Let me preface this tale with a few rather entertaining side stories. First, a warning about most restaurants in Oslo: Always make a reservation in advance. It’s painfully difficult to get a meal without one. Doesn’t matter if it’s a Michelin-starred bistro or TGI Fridays. I can’t tell you how many times we’ve walked into an echoingly empty café, only to be turned away at the door because “they’re all booked up.”
No, we’re not being rejected because we’re notoriously bad tippers. (We’re not, by the way. Just like any true American, we overtip.) It’s because, in Norway, eateries frequently hold reservations for three hours. A place can look absolutely abandoned, when it’s merely that patrons are incredibly late for their scheduled meal. I honestly have no idea how folks stay in business this way.

Oh, and about TGIF. It’s kinda surprising when I ask Norwegians to advise me on a good place to eat. You’d be amazed how many exclaim, “Have you tried TGI Fridays? It’s terrific!” In the heart of Oslo alone, there are three of these franchises within blocks of each other, and the line of locals awaiting an escort to their table stretches out the door. Norwegians usually reserve restaurant dining for special occasions due to the cost, so I’m guessing (hoping) that the chain’s popularity has more to do with big, low-budget meals and cheap booze than anything else.
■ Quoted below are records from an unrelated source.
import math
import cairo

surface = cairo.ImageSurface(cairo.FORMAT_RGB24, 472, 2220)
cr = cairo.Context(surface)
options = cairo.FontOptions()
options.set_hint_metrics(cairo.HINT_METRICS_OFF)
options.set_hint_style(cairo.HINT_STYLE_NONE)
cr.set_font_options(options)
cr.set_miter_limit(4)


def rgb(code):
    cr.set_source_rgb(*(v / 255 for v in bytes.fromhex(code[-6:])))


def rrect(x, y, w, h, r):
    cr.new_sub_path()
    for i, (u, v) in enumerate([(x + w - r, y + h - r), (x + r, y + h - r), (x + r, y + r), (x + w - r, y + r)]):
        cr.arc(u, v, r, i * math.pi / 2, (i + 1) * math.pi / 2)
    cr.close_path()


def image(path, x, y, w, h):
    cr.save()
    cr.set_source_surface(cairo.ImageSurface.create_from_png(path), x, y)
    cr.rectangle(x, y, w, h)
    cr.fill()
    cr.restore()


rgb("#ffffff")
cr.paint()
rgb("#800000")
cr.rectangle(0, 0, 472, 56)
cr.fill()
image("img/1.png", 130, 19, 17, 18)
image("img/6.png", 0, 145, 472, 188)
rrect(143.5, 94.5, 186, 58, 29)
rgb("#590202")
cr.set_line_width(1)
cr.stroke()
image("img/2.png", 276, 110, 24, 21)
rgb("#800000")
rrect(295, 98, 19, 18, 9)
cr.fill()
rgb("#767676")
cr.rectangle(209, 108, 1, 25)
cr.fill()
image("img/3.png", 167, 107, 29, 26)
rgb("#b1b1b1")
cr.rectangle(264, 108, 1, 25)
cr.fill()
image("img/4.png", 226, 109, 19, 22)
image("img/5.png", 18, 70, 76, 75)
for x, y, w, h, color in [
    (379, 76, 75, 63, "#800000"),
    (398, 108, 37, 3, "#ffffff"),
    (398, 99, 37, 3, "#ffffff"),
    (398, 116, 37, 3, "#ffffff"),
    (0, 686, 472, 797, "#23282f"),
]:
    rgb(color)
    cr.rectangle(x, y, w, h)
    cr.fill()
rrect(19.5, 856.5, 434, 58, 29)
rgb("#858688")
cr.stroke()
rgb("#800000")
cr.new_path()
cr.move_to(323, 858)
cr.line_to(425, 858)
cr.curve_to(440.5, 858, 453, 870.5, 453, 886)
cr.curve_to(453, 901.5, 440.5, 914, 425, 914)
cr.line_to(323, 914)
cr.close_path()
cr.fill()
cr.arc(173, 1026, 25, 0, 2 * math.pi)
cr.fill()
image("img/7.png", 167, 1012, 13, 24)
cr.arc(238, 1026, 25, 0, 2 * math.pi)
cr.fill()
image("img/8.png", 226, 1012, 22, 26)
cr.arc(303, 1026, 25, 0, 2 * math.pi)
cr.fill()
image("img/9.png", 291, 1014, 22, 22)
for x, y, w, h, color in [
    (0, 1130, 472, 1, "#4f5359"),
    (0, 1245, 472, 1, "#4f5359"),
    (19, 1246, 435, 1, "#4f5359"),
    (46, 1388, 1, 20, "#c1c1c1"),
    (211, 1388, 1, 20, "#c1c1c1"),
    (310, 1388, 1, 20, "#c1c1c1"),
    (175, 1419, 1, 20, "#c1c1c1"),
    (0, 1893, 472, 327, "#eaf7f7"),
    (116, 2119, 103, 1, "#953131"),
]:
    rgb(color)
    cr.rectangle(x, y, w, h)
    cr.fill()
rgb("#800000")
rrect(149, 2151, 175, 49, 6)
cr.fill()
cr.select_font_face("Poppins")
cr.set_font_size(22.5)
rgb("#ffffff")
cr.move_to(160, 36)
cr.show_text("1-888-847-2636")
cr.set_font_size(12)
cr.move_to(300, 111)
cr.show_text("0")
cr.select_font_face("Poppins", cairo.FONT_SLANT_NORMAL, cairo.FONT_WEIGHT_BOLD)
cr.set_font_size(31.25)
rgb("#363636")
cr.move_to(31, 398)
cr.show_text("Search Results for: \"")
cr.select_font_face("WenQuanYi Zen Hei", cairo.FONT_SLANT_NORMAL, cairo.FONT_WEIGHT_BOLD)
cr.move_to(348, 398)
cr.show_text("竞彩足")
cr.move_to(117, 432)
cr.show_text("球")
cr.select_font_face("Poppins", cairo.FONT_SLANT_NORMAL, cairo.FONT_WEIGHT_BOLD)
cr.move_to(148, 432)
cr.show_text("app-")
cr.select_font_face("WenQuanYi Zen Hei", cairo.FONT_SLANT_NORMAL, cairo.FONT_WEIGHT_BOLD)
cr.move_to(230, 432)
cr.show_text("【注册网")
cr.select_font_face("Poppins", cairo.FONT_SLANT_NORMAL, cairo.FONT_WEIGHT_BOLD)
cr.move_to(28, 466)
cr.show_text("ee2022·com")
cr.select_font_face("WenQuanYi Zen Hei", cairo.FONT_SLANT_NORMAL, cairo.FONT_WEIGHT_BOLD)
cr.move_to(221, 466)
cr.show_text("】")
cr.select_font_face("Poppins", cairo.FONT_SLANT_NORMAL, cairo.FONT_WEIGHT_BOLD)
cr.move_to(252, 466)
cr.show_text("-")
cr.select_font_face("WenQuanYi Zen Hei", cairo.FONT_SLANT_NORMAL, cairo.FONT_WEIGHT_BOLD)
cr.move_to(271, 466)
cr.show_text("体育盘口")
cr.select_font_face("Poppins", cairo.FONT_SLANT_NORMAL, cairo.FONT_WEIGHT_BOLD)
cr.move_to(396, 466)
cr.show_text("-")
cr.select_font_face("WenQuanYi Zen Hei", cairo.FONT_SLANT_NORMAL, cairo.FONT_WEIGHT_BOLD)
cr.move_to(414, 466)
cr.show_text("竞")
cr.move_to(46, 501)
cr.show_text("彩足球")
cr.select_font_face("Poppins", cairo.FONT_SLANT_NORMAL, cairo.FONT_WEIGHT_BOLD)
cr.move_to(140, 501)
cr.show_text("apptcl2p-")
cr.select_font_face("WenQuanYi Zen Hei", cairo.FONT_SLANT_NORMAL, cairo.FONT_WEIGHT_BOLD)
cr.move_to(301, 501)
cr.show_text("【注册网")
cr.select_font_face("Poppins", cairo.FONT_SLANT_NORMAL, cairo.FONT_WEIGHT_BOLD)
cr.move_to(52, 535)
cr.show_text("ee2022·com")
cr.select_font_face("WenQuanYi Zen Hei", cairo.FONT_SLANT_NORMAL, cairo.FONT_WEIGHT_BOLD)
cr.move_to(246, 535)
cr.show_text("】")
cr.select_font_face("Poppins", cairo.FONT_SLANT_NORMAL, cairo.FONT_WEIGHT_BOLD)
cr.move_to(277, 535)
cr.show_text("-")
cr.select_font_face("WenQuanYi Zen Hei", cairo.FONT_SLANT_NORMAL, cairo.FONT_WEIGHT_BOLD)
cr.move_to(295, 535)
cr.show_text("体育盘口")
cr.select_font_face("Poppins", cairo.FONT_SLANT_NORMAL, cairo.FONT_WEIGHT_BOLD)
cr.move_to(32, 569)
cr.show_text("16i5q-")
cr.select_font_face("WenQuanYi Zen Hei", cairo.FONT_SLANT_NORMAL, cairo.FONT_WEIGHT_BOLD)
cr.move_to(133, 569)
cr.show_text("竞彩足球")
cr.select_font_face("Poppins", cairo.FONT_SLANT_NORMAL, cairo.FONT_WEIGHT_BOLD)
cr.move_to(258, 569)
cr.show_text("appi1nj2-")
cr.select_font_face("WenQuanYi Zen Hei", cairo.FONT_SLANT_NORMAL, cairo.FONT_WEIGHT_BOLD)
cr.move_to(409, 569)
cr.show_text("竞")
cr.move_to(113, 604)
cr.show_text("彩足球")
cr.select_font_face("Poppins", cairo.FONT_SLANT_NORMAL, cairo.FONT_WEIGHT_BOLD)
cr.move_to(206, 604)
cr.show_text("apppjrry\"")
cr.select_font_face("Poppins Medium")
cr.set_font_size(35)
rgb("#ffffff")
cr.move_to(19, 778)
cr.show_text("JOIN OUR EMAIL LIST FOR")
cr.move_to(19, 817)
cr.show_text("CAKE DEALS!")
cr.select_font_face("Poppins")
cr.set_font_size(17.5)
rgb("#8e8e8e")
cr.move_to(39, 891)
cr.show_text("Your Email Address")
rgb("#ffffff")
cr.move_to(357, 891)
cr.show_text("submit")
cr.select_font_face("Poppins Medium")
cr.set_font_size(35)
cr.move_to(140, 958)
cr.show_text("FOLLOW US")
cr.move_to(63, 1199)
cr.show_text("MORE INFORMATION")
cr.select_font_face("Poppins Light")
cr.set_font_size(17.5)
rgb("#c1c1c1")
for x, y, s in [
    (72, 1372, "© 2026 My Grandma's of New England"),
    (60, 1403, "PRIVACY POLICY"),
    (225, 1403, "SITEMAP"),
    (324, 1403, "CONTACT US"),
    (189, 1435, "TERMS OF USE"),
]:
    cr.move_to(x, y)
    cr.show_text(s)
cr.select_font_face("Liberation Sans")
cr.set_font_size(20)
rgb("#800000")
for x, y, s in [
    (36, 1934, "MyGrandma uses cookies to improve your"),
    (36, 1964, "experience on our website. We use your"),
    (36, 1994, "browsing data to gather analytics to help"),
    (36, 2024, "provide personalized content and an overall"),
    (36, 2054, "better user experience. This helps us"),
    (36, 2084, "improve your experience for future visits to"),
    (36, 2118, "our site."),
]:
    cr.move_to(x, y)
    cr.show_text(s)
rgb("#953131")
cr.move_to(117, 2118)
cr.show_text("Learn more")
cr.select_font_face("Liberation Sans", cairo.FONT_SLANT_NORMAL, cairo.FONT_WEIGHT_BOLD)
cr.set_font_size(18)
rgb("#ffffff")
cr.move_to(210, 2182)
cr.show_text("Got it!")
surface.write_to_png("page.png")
But don’t let this momentary lapse in gastronomical judgment convince you that Norwegians have plebeian tastes. With all their wealth, they’ve acquired extremely sophisticated palates and have even helped to lead the way in the “forest foraging” trend. If you haven’t heard of this concept, it involves hiking into the wild for natural ingredients — including herbs, mushrooms, berries, and greens — in a field-to-table movement that has become quite popular across Scandinavia.
And when it comes to wine, the average Norwegian could probably shame most any American sommelier. Most locals display a virtually encyclopedic knowledge of varietals, vintages, vintners, etc. I’d say it’s almost a matter of national pride, a bit like cross-country skiing. At practically every dinner party we’ve attended, guests have spent at least an hour debating potential wine pairings with each plate. I just nod my head a lot and try not to let my eyes glaze over, since I’ve neither the budget nor the cast-iron belly to authoritatively participate in these discussions.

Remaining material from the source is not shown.